In the graph, four two-port networks are given by their pole–zero diagrams $H_{\rm L}(p)$ .

They all have in common that the number $Z$ of zeros is equal to the number $N$ of poles.
The constant factor in each case is $K=1$ .

In the special case $Z = N$ the residue theorem cannot be applied directly to compute the impulse response $h(t)$ .

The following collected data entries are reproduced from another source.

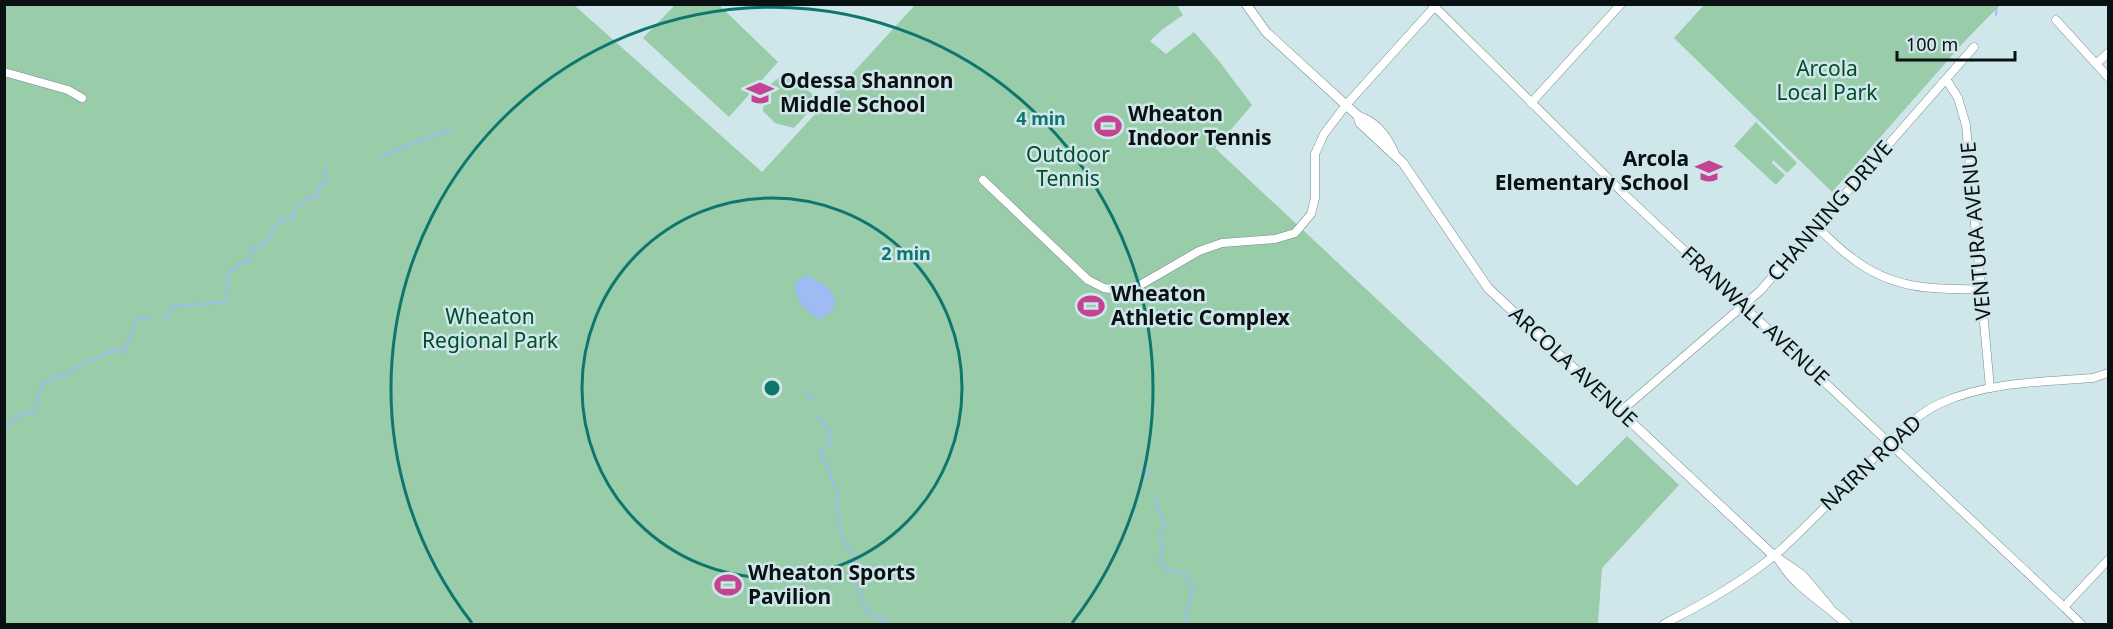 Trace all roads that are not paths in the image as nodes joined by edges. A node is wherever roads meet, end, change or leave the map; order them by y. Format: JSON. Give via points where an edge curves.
{"nodes":[{"id":1,"x":1246,"y":4,"type":"edge"},
{"id":2,"x":1621,"y":4,"type":"edge"},
{"id":3,"x":1434,"y":5,"type":"edge"},
{"id":4,"x":2056,"y":20,"type":"dead end"},
{"id":5,"x":1974,"y":47,"type":"dead end"},
{"id":6,"x":2109,"y":53,"type":"edge"},
{"id":7,"x":2096,"y":64,"type":"junction"},
{"id":8,"x":4,"y":72,"type":"edge"},
{"id":9,"x":2109,"y":77,"type":"edge"},
{"id":10,"x":1946,"y":79,"type":"junction"},
{"id":11,"x":82,"y":98,"type":"dead end"},
{"id":12,"x":1531,"y":103,"type":"junction"},
{"id":13,"x":1346,"y":105,"type":"junction"},
{"id":14,"x":983,"y":180,"type":"dead end"},
{"id":15,"x":1817,"y":227,"type":"junction"},
{"id":16,"x":1981,"y":290,"type":"junction"},
{"id":17,"x":1744,"y":306,"type":"junction"},
{"id":18,"x":2109,"y":373,"type":"edge"},
{"id":19,"x":1990,"y":388,"type":"junction"},
{"id":20,"x":1620,"y":412,"type":"junction"},
{"id":21,"x":1890,"y":443,"type":"junction"},
{"id":22,"x":1776,"y":556,"type":"junction"},
{"id":23,"x":2109,"y":560,"type":"edge"},
{"id":24,"x":2064,"y":607,"type":"junction"},
{"id":25,"x":1664,"y":624,"type":"edge"},
{"id":26,"x":1847,"y":624,"type":"edge"},
{"id":27,"x":2081,"y":624,"type":"edge"}],
"edges":[{"from":1,"to":13,"type":"street","name":"ARCOLA AVENUE","via":[[1266,32]]},
{"from":2,"to":12,"type":"street"},
{"from":3,"to":12,"type":"street","name":"FRANWALL AVENUE"},
{"from":3,"to":13,"type":"street"},
{"from":4,"to":7,"type":"street"},
{"from":5,"to":10,"type":"street","name":"CHANNING DRIVE"},
{"from":6,"to":7,"type":"street"},
{"from":7,"to":9,"type":"street"},
{"from":8,"to":11,"type":"street","via":[[68,90]]},
{"from":10,"to":15,"type":"street","name":"CHANNING DRIVE"},
{"from":10,"to":16,"type":"street","name":"VENTURA AVENUE","via":[[1958,98],[1966,125]]},
{"from":12,"to":17,"type":"street","name":"FRANWALL AVENUE"},
{"from":13,"to":14,"type":"street","via":[[1324,134],[1315,154],[1311,214],[1295,233],[1275,239],[1222,243],[1196,252],[1142,284],[1122,291],[1088,280]]},
{"from":13,"to":20,"type":"street","name":"ARCOLA AVENUE","via":[[1402,163],[1488,288]]},
{"from":15,"to":16,"type":"street","via":[[1852,258],[1890,280],[1938,290]]},
{"from":15,"to":17,"type":"street","name":"CHANNING DRIVE"},
{"from":16,"to":19,"type":"street","name":"VENTURA AVENUE"},
{"from":17,"to":20,"type":"street","name":"CHANNING DRIVE"},
{"from":17,"to":21,"type":"street","name":"FRANWALL AVENUE"},
{"from":18,"to":19,"type":"street","name":"NAIRN ROAD"},
{"from":19,"to":21,"type":"street","name":"NAIRN ROAD","via":[[1938,404]]},
{"from":20,"to":22,"type":"street","name":"ARCOLA AVENUE"},
{"from":21,"to":22,"type":"street","name":"NAIRN ROAD"},
{"from":21,"to":24,"type":"street","name":"FRANWALL AVENUE"},
{"from":22,"to":25,"type":"street","name":"NAIRN ROAD"},
{"from":22,"to":26,"type":"street","name":"ARCOLA AVENUE","via":[[1795,582]]},
{"from":23,"to":24,"type":"street"},
{"from":24,"to":27,"type":"street","name":"FRANWALL AVENUE"}]}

Rather, a "partial fraction decomposition" corresponding to

$H_{\rm L}(p) =1- H_{\rm L}\hspace{0.05cm}'(p) \hspace{0.05cm}$

must be made beforehand. Then,

$h(t) = \delta(t)- h\hspace{0.03cm}'(t) \hspace{0.05cm}$

holds for the impulse response. $h\hspace{0.03cm}'(t)$ is the inverse Laplace transform of $H_{\rm L}\hspace{0.05cm}'(p)$ , where the condition $Z' < N'$ is satisfied.

Two of the four configurations given are so-called "all-pass filters".

This refers to two-port networks for which the Fourier spectrum satisfies the condition $|H(f)| = 1$ ⇒ $a(f) = 0$ .
In Exercise 3.4Z it is given how the poles and zeros of such an all-pass filter must be positioned.

Furthermore, in this exercise the $p$ –transfer function

$H_{\rm L}^{(5)}(p) =\frac{p/A}{\left (\sqrt{p/A}+\sqrt{A/p} \right )^2} \hspace{0.05cm}$

⇒ "configuration $(5)$ " will be examined in more detail, which can be represented by one of the four pole–zero diagrams given in the graph if the parameter $A$ is chosen correctly.

Please note:

The exercise belongs to the chapter Inverse Laplace Transform.
In particular, reference is made to the page Partial fraction decomposition.

Questions

Which of the sketched two-port networks are all-pass filters?

	Configuration $(1)$ ,
	configuration $(2)$ ,
	configuration $(3)$ ,
	configuration $(4)$ .

Which two-port network has the transfer function $H_{\rm L}^{(5)}(p)$ ?

	Configuration $(1)$ ,
	configuration $(2)$ ,
	configuration $(3)$ ,
	configuration $(4)$ .

Compute the function $H_{\rm L}\hspace{0.01cm}'(p)$ after a partial fraction decomposition for configuration (1). Enter the function value for $p = 0$ .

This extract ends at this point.